━━━━━ Exercise input ━━━━━

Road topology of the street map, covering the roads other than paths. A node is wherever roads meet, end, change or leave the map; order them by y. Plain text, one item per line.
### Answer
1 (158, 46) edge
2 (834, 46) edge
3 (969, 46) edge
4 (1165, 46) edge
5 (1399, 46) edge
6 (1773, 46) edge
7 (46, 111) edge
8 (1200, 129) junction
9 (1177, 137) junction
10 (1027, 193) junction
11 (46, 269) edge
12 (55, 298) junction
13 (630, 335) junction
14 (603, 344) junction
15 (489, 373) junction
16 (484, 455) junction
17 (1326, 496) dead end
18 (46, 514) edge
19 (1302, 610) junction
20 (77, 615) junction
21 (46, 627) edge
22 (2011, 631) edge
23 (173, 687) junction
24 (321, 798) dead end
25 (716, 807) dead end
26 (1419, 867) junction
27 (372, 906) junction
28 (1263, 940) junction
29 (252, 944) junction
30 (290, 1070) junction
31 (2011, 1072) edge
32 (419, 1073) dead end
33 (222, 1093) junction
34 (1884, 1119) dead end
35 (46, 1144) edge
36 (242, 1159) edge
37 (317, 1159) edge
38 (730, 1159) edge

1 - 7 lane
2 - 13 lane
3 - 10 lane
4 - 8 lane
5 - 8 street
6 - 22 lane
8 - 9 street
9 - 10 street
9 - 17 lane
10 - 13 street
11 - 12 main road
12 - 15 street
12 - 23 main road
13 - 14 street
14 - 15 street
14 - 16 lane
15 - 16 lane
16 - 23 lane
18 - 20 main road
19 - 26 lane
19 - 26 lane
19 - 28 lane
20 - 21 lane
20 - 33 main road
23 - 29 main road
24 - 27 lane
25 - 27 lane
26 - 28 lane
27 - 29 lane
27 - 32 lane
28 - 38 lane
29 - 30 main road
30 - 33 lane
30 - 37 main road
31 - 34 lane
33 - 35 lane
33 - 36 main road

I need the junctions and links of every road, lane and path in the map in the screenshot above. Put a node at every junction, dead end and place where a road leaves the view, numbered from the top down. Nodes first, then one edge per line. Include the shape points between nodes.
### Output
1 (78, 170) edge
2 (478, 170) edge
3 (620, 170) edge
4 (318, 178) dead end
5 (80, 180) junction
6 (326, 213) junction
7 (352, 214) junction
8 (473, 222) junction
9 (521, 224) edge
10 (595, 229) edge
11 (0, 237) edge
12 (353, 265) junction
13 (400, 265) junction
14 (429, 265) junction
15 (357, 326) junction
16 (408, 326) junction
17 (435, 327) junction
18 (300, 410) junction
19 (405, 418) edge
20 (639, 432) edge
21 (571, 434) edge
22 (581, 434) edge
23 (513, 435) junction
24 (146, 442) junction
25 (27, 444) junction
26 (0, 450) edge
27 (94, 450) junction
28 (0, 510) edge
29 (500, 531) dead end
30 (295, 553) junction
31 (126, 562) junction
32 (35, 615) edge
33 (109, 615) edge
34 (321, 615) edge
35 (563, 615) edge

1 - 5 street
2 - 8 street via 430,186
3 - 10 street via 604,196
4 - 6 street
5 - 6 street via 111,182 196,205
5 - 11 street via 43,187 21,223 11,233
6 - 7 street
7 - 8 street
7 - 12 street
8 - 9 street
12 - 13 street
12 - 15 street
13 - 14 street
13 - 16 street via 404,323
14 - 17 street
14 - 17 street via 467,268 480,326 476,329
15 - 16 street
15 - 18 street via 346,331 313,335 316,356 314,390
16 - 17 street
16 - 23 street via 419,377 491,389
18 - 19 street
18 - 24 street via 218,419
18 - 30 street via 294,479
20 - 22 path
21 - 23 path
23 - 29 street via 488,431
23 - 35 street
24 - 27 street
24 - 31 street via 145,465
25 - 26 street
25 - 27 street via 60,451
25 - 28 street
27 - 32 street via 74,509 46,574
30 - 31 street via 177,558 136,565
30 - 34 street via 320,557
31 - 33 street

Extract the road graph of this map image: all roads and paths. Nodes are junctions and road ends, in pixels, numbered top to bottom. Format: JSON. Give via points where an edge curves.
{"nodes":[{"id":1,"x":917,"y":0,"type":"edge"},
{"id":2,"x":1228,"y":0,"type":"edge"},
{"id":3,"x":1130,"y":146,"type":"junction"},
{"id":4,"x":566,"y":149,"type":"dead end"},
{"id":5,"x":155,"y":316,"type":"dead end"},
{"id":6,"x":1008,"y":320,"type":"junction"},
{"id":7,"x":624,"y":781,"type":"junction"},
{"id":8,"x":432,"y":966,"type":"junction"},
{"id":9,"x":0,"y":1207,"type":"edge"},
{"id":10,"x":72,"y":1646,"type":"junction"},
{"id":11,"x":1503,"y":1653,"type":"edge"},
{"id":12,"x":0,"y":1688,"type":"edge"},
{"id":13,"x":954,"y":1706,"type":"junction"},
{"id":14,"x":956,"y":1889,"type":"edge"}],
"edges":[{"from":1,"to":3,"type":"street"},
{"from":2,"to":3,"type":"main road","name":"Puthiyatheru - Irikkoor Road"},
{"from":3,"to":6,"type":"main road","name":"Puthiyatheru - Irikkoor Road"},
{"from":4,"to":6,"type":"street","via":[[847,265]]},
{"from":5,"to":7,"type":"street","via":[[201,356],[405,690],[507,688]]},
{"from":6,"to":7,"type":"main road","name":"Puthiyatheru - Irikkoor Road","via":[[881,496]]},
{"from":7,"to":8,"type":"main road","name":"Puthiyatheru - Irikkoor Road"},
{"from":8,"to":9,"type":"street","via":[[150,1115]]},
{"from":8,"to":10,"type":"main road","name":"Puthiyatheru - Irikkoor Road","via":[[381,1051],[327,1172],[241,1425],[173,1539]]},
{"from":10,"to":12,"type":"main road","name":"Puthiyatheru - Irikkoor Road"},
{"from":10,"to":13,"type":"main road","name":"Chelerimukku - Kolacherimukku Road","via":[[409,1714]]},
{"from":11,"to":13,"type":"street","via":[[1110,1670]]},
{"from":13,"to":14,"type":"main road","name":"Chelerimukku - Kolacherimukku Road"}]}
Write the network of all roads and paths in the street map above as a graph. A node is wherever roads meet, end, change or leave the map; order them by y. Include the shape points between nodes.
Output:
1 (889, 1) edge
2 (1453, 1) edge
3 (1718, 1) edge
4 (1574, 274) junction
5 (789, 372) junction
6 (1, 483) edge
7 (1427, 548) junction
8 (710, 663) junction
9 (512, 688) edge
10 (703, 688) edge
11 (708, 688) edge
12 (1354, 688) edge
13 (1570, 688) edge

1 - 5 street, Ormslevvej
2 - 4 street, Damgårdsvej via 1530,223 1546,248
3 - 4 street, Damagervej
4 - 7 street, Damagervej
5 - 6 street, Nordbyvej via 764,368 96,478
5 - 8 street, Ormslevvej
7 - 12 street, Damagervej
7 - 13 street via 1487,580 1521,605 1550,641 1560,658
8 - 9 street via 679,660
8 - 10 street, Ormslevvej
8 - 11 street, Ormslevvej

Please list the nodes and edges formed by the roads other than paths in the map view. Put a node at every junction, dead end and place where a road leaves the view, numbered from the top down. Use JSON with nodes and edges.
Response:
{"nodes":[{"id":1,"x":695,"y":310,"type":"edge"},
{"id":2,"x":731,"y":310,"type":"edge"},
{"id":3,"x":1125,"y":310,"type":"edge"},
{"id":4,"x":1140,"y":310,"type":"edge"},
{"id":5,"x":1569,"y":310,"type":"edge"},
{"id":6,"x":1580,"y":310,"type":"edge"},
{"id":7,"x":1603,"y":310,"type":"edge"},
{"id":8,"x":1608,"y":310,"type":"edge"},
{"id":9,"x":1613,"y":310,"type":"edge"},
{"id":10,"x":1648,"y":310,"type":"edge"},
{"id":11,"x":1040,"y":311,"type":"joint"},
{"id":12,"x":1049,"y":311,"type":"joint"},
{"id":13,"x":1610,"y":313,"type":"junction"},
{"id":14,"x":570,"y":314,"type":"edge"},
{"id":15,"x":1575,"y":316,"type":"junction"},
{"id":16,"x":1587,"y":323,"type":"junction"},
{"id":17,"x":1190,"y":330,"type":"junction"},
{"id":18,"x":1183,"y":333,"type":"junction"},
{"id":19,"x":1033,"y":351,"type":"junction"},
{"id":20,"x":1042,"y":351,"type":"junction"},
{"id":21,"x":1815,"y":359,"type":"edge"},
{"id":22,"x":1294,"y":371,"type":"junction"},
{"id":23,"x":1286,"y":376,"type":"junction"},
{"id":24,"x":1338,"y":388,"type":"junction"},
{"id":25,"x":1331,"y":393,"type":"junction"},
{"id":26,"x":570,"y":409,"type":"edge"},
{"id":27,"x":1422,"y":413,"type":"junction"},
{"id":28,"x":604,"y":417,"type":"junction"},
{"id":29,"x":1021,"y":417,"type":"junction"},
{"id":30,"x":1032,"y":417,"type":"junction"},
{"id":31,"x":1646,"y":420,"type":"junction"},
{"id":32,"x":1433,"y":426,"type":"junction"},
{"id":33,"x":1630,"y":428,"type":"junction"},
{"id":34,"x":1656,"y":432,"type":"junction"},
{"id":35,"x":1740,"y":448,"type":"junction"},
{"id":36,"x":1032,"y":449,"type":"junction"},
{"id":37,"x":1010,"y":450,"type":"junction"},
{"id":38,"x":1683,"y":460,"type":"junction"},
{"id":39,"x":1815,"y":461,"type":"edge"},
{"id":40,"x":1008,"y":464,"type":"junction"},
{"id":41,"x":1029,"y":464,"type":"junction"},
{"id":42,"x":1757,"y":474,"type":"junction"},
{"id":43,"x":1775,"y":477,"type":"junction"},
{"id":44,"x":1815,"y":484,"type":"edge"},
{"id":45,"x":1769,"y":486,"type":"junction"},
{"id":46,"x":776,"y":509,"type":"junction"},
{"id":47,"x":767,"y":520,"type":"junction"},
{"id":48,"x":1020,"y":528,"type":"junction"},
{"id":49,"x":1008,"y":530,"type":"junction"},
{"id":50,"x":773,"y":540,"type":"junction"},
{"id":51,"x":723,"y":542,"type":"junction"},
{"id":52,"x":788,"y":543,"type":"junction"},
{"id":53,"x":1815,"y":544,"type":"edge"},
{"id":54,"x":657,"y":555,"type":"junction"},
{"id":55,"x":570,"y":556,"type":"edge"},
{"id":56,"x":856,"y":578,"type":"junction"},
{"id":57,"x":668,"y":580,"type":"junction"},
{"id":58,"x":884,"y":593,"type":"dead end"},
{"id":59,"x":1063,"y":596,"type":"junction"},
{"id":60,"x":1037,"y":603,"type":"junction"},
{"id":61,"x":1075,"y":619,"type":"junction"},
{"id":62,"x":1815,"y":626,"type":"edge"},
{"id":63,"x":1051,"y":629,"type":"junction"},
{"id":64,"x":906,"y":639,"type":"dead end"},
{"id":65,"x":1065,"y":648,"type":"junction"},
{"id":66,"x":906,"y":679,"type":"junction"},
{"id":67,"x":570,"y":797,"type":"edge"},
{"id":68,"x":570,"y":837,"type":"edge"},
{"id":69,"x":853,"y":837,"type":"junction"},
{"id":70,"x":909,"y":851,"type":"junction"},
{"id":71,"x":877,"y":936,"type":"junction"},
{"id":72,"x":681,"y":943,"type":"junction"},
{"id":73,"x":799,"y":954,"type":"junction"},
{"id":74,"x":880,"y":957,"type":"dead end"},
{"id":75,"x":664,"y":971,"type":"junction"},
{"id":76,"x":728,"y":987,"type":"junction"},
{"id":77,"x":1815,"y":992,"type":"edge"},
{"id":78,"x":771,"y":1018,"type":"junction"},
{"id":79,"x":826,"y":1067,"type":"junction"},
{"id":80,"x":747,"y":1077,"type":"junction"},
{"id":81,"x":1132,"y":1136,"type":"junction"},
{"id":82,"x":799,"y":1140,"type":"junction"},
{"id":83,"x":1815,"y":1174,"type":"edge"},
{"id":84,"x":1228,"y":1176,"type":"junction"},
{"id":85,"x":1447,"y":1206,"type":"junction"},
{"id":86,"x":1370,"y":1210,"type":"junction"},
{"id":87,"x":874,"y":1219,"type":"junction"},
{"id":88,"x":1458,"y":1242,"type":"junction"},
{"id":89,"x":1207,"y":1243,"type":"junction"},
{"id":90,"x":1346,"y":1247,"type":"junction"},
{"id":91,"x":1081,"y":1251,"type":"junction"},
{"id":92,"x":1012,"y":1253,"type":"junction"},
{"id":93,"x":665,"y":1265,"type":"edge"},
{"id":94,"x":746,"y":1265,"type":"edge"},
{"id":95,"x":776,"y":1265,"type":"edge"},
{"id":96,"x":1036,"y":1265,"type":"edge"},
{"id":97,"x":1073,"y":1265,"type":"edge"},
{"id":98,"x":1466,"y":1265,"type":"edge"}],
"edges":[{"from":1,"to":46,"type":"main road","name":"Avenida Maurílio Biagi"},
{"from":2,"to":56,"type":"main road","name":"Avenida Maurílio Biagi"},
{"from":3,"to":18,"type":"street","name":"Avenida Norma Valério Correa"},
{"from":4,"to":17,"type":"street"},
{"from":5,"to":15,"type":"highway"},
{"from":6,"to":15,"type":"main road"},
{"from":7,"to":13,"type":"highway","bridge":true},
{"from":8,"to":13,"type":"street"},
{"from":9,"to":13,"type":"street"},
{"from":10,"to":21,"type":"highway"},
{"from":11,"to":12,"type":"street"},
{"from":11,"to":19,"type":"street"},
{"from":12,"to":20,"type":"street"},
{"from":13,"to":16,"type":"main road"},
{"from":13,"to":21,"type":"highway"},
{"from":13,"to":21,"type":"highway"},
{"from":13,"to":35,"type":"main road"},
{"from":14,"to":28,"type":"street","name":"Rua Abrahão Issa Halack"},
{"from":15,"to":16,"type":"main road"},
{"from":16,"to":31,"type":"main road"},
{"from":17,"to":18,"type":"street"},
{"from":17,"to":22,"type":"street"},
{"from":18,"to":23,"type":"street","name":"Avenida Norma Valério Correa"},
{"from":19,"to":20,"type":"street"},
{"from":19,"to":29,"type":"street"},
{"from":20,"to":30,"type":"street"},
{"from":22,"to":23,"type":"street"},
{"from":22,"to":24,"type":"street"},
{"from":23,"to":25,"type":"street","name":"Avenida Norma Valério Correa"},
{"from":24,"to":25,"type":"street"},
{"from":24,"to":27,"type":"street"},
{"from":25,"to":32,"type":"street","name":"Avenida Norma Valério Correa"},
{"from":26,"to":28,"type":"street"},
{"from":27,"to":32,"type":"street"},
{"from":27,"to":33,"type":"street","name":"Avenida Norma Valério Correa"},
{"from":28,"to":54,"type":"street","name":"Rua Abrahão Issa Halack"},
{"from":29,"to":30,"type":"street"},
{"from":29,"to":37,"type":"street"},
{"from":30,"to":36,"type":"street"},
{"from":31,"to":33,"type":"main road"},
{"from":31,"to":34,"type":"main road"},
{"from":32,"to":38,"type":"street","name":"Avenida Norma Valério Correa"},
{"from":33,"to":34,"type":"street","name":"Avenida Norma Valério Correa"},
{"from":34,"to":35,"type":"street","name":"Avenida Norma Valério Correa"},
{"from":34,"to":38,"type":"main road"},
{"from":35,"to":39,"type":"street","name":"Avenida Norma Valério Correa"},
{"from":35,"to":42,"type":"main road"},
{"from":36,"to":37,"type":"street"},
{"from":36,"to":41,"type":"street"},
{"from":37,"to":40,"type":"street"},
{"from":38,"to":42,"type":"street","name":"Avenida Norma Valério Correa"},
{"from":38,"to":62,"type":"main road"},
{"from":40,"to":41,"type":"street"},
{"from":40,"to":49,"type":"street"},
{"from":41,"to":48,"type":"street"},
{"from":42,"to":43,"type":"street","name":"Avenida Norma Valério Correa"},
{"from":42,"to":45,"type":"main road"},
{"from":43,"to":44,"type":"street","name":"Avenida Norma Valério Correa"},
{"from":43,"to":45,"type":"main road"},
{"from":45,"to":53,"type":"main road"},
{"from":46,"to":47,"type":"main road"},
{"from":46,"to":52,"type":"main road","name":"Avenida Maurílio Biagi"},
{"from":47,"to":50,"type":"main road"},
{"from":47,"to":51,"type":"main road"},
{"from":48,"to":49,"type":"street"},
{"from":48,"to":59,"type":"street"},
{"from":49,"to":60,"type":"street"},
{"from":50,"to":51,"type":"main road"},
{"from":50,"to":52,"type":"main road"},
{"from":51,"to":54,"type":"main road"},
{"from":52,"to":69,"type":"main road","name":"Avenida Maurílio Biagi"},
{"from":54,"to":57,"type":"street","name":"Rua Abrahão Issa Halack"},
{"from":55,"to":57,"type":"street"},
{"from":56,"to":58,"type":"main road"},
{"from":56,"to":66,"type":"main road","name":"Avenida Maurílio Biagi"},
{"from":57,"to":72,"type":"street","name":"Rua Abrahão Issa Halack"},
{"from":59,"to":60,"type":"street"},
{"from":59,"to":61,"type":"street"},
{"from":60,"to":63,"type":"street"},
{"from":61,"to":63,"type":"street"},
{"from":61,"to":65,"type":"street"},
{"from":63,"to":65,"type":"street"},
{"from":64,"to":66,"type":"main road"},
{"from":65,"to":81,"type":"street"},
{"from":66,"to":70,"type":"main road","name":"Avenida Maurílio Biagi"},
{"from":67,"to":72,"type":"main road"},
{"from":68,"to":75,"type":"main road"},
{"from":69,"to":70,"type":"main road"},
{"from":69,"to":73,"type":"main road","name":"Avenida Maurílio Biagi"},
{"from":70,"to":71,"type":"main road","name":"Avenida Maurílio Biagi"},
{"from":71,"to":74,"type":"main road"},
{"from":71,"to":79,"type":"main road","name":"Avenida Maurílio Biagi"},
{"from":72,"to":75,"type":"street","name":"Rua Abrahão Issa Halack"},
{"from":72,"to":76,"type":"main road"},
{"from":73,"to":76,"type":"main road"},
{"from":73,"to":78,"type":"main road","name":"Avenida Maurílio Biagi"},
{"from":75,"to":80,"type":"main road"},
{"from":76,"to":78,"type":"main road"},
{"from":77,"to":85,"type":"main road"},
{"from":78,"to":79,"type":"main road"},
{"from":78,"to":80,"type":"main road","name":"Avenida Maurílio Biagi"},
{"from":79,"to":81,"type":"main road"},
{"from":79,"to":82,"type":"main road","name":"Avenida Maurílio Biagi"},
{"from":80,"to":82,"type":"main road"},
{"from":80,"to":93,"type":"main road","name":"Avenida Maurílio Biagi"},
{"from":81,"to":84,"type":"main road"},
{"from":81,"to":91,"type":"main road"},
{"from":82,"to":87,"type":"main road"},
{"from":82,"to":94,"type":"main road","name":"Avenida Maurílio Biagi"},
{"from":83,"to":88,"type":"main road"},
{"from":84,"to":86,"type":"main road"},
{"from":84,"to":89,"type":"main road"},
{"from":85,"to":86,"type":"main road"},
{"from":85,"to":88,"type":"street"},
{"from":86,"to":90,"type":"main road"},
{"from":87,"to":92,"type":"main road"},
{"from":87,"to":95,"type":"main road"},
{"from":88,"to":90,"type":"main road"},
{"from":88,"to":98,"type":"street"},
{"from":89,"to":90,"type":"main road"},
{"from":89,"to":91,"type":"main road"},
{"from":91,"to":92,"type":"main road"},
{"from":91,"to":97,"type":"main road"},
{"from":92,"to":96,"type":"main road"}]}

━━━━━

__Your instructions__. Count every line of the listing holding the string "graph". Reply with the total alone.

__Output for this task__. 2